## What the exercise asks
When you have gone through the entries below, state how many lines include the word "roads" and write nothing else.

(Beginning of Input material)

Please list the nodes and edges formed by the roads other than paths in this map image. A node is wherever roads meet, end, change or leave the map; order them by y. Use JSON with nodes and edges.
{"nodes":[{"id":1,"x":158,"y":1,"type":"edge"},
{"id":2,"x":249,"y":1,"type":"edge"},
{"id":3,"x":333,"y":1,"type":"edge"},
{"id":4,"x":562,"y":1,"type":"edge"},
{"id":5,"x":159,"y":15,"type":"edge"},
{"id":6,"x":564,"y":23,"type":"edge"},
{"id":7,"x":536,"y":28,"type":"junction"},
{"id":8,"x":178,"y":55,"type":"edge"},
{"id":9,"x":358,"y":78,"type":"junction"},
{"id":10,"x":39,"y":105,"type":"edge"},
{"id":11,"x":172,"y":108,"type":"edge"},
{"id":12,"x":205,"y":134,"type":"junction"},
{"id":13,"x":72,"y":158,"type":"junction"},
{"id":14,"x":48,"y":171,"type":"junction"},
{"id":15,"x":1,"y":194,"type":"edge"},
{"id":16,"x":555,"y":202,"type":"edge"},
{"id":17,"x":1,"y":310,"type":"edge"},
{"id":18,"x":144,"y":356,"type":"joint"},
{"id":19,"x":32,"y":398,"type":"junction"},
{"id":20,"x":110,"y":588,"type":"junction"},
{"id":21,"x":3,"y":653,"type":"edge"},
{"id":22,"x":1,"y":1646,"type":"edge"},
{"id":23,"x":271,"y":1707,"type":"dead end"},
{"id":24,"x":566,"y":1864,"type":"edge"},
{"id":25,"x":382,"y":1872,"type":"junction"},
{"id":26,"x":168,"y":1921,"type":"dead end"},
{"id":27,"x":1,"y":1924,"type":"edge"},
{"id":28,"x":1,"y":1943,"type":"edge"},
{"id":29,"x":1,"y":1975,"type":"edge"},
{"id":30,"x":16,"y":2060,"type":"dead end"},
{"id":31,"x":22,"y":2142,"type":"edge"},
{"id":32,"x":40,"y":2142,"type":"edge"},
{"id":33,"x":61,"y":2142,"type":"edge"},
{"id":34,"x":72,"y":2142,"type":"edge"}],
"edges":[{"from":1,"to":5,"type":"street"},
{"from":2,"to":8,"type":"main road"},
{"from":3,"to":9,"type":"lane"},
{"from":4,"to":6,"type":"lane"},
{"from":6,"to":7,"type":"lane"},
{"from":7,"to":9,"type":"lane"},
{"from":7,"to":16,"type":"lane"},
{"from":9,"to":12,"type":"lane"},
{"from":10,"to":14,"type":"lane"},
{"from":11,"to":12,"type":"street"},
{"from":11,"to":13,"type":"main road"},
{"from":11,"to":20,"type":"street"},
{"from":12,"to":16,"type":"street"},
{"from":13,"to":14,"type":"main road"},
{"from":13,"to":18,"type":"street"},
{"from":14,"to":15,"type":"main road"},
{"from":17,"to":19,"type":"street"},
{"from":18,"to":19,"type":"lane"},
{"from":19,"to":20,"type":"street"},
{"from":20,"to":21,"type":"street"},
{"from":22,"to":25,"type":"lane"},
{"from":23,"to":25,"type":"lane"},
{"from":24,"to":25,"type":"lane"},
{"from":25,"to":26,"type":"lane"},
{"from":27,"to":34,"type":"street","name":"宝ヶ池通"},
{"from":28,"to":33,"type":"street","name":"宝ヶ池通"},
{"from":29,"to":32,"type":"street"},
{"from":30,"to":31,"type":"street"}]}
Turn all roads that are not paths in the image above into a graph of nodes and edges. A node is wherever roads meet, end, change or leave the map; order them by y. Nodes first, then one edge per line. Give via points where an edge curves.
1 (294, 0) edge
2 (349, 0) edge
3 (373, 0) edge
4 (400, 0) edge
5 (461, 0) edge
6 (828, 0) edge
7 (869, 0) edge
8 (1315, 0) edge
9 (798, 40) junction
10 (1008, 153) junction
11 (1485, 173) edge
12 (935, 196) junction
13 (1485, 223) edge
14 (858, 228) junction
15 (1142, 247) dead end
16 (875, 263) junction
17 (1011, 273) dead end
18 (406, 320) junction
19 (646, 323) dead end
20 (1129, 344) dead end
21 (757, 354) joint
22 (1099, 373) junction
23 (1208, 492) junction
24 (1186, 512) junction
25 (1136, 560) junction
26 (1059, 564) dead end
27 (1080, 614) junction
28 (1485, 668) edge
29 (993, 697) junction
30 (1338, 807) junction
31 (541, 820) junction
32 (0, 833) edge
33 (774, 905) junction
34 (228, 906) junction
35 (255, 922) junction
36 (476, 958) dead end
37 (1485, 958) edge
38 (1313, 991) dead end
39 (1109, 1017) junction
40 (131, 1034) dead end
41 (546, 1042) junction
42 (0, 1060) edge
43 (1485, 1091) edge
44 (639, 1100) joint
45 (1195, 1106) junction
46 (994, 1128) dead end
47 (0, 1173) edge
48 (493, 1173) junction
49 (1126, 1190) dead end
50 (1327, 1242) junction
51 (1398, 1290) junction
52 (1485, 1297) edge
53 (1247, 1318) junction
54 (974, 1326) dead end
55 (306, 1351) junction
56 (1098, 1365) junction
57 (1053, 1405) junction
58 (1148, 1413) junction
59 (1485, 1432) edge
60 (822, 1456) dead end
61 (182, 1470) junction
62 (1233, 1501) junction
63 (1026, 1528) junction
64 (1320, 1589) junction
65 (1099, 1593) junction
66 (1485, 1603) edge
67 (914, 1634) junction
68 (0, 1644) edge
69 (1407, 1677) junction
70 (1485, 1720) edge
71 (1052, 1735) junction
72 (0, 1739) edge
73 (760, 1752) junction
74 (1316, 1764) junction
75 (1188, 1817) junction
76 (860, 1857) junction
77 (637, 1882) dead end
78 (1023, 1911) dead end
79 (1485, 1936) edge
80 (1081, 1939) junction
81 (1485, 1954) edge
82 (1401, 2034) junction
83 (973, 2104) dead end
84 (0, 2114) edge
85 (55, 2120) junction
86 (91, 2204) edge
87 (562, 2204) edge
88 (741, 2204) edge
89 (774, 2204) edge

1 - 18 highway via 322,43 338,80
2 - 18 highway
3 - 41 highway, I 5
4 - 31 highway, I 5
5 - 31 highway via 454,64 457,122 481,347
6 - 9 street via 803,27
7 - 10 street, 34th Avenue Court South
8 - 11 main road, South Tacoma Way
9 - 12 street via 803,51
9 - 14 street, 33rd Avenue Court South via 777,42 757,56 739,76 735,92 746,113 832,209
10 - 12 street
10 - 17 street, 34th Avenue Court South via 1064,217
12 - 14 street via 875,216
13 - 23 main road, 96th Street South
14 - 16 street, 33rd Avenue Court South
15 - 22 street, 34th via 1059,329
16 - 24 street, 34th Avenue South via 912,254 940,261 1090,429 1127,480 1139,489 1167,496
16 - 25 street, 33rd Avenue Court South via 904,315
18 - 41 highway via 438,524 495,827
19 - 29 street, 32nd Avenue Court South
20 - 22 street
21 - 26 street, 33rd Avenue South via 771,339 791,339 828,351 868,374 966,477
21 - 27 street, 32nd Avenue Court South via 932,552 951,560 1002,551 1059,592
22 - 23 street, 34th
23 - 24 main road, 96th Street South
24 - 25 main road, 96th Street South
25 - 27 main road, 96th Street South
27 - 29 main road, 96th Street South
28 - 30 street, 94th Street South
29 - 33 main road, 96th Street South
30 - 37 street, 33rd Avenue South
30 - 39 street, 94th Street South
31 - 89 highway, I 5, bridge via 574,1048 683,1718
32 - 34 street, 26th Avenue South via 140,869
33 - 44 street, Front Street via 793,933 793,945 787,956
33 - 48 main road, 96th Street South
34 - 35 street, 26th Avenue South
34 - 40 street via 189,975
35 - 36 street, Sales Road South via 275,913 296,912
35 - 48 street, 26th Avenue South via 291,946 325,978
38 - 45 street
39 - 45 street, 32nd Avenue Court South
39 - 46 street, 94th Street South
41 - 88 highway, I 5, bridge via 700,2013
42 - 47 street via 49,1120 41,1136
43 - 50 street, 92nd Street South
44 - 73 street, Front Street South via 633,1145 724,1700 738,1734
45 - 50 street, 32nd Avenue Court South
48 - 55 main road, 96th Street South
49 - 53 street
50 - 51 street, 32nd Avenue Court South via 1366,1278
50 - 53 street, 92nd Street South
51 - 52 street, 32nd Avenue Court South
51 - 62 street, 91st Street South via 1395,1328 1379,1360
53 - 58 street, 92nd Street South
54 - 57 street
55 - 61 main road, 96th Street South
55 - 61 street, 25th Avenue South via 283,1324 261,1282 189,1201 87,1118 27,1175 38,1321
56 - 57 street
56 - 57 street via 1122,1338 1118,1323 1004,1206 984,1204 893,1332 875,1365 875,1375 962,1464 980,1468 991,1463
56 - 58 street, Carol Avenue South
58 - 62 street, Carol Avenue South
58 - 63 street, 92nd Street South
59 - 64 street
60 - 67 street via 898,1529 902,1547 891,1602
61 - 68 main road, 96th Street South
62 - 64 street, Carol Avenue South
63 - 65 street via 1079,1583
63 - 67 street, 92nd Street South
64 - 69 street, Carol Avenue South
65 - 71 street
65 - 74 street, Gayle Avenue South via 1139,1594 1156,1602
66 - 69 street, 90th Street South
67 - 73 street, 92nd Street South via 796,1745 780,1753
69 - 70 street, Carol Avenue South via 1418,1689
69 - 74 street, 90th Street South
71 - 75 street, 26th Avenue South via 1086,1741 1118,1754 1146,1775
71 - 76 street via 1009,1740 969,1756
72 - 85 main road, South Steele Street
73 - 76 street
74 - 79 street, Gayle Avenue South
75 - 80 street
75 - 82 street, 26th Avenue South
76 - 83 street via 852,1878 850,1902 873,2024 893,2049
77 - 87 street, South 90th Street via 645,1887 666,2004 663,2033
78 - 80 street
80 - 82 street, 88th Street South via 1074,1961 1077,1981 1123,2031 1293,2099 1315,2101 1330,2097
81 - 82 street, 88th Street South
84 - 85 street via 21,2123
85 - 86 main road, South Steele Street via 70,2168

(End of Input material)

## Written solution
2